# DATA TO PROCESS
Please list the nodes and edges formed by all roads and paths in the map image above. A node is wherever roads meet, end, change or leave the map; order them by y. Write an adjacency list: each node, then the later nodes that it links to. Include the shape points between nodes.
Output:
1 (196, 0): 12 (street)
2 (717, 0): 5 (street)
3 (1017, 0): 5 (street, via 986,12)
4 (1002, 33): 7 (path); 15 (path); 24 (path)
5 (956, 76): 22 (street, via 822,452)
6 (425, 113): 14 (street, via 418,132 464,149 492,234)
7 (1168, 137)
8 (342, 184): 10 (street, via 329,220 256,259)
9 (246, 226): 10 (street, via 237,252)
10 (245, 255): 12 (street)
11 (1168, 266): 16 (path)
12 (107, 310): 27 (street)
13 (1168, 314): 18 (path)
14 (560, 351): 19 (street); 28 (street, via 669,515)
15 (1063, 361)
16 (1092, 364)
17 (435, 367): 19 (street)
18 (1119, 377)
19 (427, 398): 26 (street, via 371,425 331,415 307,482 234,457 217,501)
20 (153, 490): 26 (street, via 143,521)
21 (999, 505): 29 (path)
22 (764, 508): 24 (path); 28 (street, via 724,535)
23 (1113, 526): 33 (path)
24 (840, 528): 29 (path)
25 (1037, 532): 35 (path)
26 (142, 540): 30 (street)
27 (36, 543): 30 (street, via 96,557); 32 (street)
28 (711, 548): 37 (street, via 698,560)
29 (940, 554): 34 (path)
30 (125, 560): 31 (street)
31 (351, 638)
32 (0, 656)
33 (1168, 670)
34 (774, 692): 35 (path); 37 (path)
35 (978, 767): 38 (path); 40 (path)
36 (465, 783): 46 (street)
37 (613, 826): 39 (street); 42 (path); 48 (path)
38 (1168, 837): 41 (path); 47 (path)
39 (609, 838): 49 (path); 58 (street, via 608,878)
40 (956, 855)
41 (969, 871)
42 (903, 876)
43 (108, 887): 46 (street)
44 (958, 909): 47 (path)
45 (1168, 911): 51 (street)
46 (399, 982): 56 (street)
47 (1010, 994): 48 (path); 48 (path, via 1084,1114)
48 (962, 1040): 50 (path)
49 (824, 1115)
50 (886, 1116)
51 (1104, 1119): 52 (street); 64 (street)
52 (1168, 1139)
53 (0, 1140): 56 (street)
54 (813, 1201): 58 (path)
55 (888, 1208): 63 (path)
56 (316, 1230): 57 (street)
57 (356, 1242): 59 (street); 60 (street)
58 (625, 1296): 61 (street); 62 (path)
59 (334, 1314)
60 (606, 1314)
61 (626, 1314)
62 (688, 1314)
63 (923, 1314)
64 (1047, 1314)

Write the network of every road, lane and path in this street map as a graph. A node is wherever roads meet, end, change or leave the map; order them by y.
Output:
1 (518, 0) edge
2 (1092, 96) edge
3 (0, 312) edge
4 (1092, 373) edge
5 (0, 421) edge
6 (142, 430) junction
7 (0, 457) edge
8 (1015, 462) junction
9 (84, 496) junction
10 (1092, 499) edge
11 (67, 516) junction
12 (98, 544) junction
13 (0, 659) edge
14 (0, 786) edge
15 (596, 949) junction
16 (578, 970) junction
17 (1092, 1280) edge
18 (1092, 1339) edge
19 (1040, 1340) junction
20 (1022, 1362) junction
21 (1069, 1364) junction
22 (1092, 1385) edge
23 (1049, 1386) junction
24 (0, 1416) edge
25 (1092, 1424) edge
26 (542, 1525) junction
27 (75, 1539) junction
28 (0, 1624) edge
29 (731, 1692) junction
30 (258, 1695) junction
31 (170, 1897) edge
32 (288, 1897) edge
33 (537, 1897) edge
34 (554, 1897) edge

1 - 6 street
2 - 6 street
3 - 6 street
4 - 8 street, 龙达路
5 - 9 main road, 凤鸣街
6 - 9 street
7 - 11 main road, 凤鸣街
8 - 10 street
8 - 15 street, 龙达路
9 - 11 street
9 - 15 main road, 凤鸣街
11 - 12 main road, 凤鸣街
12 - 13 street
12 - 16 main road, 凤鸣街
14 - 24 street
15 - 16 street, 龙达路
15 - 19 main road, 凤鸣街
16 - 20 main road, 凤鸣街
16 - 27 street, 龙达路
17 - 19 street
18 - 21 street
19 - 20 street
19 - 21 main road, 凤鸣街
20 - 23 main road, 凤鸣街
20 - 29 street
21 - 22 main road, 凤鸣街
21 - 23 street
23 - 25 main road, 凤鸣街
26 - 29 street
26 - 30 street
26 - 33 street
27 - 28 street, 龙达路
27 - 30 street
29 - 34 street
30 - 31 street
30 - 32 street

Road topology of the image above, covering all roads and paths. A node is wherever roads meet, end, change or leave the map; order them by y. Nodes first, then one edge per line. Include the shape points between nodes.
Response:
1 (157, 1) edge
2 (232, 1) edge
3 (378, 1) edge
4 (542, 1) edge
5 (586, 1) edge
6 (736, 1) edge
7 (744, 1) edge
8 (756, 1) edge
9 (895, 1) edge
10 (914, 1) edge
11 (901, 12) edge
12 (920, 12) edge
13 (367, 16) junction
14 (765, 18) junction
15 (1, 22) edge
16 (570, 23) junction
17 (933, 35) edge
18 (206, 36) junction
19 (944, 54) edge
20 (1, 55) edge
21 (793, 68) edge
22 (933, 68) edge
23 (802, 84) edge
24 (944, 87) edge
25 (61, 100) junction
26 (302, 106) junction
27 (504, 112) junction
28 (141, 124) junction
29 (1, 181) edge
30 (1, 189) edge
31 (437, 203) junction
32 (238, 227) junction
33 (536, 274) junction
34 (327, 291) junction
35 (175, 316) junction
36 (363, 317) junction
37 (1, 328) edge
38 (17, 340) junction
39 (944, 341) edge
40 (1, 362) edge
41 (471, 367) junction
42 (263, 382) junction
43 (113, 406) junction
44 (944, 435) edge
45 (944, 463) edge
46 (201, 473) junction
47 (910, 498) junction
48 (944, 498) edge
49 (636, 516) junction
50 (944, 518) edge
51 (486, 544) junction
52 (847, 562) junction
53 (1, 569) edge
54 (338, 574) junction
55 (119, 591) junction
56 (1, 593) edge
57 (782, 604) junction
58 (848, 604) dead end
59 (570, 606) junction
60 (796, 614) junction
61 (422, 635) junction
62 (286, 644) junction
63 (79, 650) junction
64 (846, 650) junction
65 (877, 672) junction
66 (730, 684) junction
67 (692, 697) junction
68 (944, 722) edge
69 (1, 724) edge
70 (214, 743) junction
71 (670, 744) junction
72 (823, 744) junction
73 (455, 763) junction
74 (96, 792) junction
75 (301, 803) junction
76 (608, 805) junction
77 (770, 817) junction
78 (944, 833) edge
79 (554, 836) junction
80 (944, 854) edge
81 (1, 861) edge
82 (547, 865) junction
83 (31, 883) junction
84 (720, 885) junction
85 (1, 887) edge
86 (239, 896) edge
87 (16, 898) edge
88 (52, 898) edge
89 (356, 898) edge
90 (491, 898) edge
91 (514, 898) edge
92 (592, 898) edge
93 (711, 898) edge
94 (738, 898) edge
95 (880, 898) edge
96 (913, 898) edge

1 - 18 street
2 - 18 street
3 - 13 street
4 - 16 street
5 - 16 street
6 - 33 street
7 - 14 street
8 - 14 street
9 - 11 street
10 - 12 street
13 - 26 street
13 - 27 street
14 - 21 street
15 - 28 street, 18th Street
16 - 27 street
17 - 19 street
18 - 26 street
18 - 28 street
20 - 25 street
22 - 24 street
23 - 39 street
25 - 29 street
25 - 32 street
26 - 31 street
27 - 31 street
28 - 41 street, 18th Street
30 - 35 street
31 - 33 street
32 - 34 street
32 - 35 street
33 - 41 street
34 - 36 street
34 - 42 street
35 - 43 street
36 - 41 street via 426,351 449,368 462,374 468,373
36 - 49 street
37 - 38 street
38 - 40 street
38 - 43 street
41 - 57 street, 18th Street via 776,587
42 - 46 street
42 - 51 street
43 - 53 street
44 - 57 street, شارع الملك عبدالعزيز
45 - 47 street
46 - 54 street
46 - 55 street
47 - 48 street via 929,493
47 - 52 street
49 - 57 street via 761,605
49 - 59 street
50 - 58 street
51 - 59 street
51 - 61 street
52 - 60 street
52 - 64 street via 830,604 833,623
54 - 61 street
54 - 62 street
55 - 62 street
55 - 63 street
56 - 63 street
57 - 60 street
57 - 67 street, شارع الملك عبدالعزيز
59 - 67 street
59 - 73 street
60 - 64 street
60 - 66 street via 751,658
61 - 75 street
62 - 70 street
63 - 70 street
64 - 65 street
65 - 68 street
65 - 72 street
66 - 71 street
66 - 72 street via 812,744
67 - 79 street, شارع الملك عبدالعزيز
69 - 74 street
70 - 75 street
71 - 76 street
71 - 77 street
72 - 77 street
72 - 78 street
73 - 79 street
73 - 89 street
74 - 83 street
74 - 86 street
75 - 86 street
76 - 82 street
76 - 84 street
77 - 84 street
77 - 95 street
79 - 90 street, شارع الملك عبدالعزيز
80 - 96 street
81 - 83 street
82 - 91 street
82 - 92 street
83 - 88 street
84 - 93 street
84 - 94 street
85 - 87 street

# THE TASK
The result is a copy of every line above where the word "main" shows up.

# TASK RESULT
5 - 9 main road, 凤鸣街
7 - 11 main road, 凤鸣街
9 - 15 main road, 凤鸣街
11 - 12 main road, 凤鸣街
12 - 16 main road, 凤鸣街
15 - 19 main road, 凤鸣街
16 - 20 main road, 凤鸣街
19 - 21 main road, 凤鸣街
20 - 23 main road, 凤鸣街
21 - 22 main road, 凤鸣街
23 - 25 main road, 凤鸣街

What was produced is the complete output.